Como las
enfermedades del cuerpo que parecían curadas y sin embargo recidivan, también
las del pensamiento retoñan después de aparente y definitivamente mustias.
Un ejemplo: el
trabajo corporal que algunas órdenes mendicantes condenaban hace diez siglos
por contravenir el mandato evangélico de pobreza.
Solo era para
ellos evangélicamente pobre el que subsistía de las limosnas que recibiera.

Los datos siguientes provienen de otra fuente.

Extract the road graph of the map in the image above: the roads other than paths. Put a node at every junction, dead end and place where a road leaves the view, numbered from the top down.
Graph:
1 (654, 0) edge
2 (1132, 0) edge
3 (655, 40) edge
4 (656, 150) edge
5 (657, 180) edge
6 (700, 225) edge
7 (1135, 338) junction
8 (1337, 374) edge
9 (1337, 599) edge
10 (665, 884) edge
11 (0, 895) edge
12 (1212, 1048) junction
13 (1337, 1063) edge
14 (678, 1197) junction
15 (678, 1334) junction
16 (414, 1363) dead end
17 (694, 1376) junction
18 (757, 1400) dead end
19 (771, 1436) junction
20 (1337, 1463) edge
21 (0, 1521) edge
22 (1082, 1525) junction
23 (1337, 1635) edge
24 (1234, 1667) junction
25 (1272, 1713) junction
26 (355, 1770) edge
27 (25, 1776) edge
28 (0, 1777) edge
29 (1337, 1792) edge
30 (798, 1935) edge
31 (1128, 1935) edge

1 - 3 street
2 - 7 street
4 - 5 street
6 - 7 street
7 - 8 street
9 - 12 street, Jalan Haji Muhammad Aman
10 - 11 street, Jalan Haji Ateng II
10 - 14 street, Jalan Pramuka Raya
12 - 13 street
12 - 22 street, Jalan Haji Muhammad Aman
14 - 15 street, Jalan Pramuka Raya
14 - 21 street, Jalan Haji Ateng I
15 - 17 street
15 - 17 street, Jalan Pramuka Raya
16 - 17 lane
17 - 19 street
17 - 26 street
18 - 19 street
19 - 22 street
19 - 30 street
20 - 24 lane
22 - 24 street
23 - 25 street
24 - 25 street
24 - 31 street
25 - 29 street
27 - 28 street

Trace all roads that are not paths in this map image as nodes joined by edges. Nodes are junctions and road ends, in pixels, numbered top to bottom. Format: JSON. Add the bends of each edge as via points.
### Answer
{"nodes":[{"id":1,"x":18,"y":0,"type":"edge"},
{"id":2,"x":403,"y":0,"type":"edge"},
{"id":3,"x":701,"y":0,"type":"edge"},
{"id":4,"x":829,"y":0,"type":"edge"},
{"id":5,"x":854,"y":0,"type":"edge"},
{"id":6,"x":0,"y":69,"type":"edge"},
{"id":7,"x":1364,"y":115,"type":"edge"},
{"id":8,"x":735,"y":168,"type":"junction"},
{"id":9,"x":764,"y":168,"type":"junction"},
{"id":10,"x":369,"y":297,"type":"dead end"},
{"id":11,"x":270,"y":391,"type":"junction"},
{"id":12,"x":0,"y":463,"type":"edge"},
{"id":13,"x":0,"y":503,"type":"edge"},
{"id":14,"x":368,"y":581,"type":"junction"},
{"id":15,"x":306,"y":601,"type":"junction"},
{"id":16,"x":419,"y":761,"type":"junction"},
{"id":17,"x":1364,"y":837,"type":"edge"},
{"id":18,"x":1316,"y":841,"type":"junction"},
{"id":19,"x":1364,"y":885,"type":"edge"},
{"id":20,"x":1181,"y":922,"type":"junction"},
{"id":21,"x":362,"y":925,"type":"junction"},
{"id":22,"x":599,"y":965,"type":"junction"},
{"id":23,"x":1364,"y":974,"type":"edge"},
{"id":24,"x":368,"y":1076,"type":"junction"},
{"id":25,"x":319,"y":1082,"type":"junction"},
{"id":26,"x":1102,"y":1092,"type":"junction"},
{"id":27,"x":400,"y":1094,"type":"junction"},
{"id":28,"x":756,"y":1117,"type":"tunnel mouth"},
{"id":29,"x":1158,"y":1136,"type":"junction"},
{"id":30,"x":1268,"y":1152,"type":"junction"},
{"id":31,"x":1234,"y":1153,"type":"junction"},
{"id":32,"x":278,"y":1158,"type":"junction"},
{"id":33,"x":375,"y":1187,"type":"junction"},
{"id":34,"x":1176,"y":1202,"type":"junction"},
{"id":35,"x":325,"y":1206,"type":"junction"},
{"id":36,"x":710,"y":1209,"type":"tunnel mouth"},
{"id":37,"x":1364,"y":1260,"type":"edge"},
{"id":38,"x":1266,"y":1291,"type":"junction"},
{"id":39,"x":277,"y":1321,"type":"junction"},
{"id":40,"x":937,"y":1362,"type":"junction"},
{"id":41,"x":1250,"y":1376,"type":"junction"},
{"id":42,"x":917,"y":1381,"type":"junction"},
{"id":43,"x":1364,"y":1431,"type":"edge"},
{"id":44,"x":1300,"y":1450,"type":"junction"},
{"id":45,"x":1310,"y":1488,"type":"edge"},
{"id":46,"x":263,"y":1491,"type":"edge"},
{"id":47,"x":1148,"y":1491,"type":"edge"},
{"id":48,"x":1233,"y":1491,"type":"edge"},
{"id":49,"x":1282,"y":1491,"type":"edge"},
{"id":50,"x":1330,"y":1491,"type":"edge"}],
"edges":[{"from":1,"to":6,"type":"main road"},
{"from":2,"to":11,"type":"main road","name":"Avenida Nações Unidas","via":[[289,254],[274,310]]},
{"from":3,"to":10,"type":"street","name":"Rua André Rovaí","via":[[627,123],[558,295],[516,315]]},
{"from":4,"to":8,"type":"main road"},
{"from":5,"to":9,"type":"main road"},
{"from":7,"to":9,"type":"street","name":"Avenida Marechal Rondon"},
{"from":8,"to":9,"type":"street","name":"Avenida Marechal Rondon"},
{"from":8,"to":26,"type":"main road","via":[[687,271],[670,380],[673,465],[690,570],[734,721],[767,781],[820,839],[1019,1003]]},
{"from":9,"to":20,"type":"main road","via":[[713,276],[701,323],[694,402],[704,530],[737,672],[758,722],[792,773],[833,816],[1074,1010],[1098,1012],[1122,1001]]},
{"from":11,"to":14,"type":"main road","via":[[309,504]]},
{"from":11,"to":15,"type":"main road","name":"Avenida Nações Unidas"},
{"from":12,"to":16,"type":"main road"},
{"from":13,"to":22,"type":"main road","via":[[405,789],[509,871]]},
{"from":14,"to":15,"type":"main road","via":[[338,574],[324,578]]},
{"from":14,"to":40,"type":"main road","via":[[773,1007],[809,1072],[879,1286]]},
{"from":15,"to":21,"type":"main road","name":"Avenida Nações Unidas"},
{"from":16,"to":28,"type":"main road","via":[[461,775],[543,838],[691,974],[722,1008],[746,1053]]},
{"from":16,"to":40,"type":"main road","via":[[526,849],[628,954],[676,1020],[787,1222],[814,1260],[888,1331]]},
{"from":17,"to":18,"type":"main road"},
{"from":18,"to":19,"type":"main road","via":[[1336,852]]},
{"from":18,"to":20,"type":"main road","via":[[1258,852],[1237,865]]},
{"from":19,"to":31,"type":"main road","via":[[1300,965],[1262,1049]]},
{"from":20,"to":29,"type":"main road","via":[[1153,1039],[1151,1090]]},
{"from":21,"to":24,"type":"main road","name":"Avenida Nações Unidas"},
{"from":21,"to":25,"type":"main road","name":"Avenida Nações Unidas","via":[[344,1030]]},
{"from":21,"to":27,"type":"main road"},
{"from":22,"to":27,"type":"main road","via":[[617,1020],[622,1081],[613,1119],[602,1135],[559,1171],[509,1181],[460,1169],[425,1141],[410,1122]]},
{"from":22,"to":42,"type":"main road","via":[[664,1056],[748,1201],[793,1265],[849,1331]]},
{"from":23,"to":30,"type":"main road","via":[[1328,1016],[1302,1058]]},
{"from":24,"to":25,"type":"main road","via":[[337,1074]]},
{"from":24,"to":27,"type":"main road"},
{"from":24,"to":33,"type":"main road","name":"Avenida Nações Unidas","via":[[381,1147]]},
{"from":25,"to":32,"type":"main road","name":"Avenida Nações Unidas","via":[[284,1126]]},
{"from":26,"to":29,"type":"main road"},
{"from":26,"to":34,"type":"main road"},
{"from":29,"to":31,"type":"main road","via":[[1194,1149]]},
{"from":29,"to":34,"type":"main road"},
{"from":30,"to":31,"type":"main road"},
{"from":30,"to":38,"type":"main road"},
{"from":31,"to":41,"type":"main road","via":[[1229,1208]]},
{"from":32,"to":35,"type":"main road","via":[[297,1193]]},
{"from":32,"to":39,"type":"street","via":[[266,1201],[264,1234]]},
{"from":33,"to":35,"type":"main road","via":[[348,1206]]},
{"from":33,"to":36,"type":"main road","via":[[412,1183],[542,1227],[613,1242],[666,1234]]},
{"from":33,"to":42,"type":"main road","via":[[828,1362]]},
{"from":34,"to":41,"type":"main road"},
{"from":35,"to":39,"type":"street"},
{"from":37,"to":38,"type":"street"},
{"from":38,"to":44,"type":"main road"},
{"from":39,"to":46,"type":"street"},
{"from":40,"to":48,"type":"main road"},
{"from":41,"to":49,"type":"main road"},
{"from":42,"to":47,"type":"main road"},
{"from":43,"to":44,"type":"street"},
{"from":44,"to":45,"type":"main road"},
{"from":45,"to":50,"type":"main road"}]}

Hasta el cultivo de los alimentos que consumían los frailes en los huertos de sus
conventos les parecía pecaminoso.
Nueve siglos,
que en comparación con la edad del mundo son un suspiro, la mendicidad
disfrazada ahora de justicia social se ha impuesto.
Todo aquel que
busque y encuentre su manutención al margen de la limosna del Estado es un
hereje digno de ser quemado por la repulsa social, para que su ejemplo no
contamine.
Fuera de la
antigua fe no había salvación. Cualquier actividad al margen de la tutela
estatal es ahora herética.
Si alguien
quiere compartir lo que le sobra de lo que tiene con los que carecen de lo que
necesitan, ¿para qué hacerlo llegar directamente al necesitado, con el peligro
de que el donante le dé lo superfluo al necesitado, cuyas necesidades solo conoce el Estado?
¿Hay más
cumplida filantropía que la de huir de agradecimientos personales a cambio de
una donación?
El Estado, que
es neutro, sabe lo que le sobra a cada uno de los ciudadanos y lo que les falta
a otros.
Que sea, pues,
el Estado el que fije lo que a cada uno le sobra y lo que a cada uno de los
ciudadanos les falta.
Y, así, el
donante sabrá que su dinero se emplea en lo más necesario y el que reciba no se
sentirá humillado por recibir, sino
confortado porque ha conseguido lo que se merecía.